ASSIGNMENT: Across all the records below, how many lines contain "middle"? Respond with only the number.

RECORD EXCERPTS:
◆ ◆ ◆ ◆ ◆

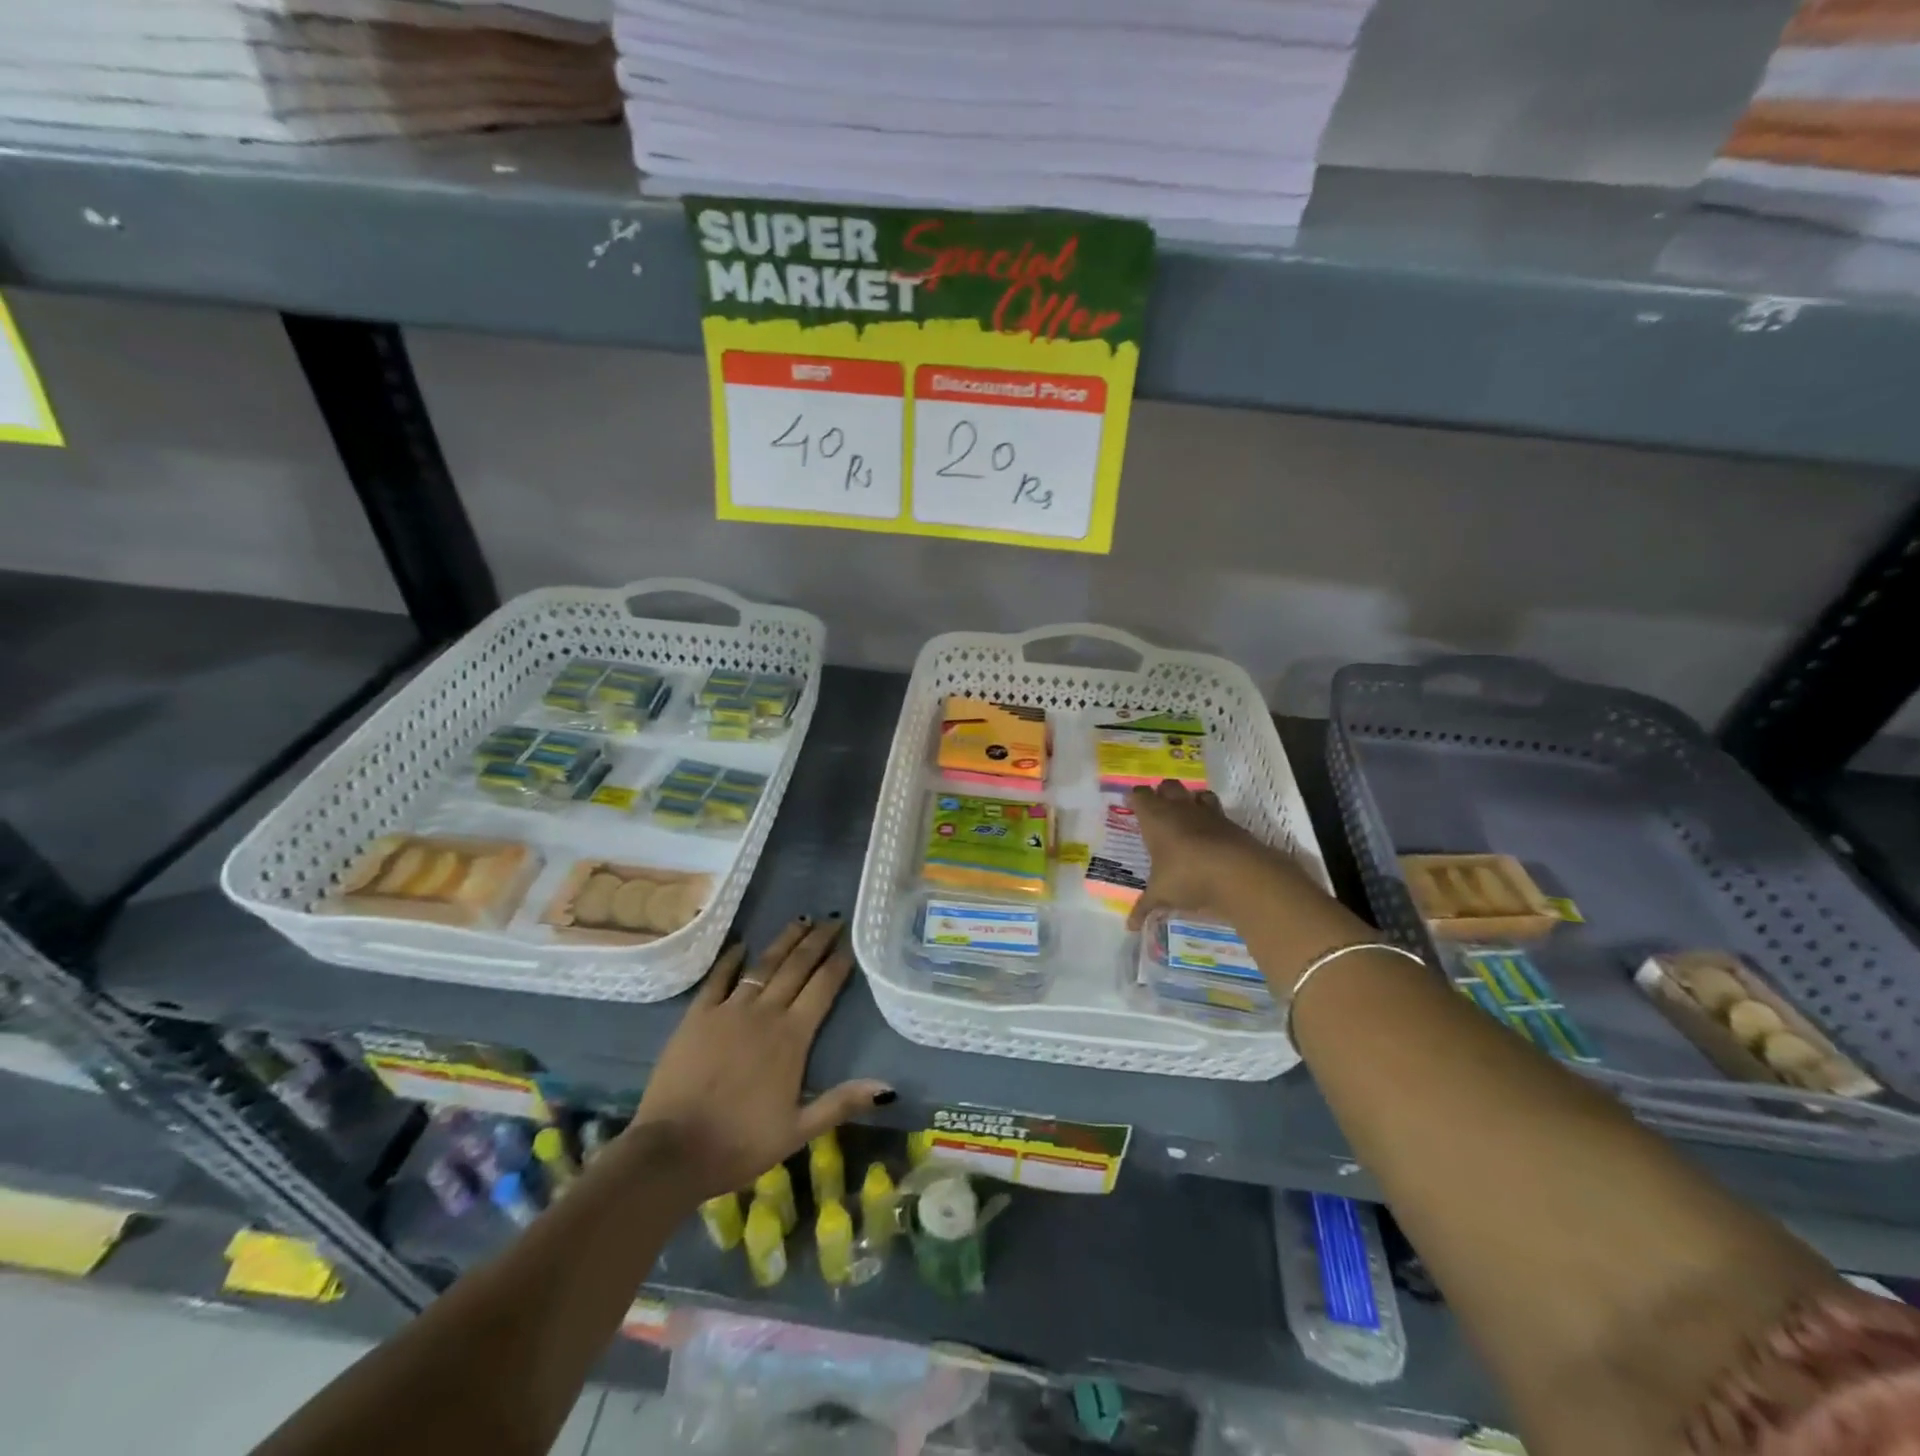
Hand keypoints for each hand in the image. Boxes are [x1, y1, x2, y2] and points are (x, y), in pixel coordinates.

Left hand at [629, 916, 889, 1202]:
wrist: (672, 1151)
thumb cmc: (739, 1144)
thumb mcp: (797, 1132)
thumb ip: (841, 1103)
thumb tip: (888, 1087)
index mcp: (792, 1038)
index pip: (822, 988)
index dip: (838, 963)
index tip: (850, 942)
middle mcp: (765, 1013)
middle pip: (796, 967)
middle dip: (817, 941)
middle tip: (832, 919)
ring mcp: (729, 1011)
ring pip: (763, 965)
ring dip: (784, 941)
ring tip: (800, 920)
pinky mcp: (697, 1016)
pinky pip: (718, 979)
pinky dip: (731, 959)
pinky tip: (741, 945)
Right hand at [1126, 780, 1299, 930]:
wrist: (1237, 873)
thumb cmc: (1186, 876)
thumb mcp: (1161, 894)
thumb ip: (1144, 907)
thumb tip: (1128, 927)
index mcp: (1155, 818)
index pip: (1140, 795)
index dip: (1135, 798)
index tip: (1131, 804)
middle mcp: (1180, 809)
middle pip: (1168, 786)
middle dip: (1162, 793)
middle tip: (1158, 809)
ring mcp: (1208, 814)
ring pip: (1197, 794)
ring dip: (1192, 800)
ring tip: (1188, 817)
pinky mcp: (1231, 824)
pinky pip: (1219, 814)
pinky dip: (1213, 822)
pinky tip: (1211, 837)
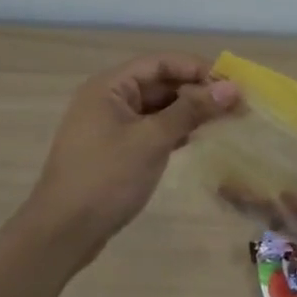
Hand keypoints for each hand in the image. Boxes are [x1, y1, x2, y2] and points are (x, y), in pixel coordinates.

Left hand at [20, 55, 239, 268]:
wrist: (62, 233)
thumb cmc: (106, 178)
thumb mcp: (152, 140)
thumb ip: (191, 110)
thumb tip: (231, 89)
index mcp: (110, 87)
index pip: (161, 63)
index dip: (197, 69)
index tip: (231, 83)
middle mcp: (108, 99)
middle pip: (159, 83)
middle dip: (196, 91)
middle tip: (234, 105)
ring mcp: (110, 126)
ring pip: (157, 107)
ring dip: (188, 111)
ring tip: (223, 120)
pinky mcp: (115, 150)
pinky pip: (150, 128)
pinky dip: (174, 130)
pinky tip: (197, 138)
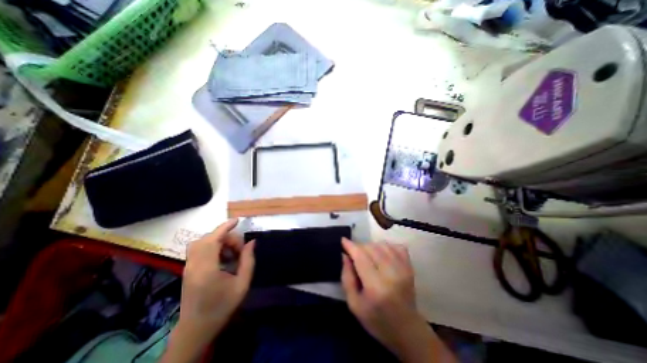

◆ ◆ ◆ ◆ ◆

YOUR RESPONSE: 12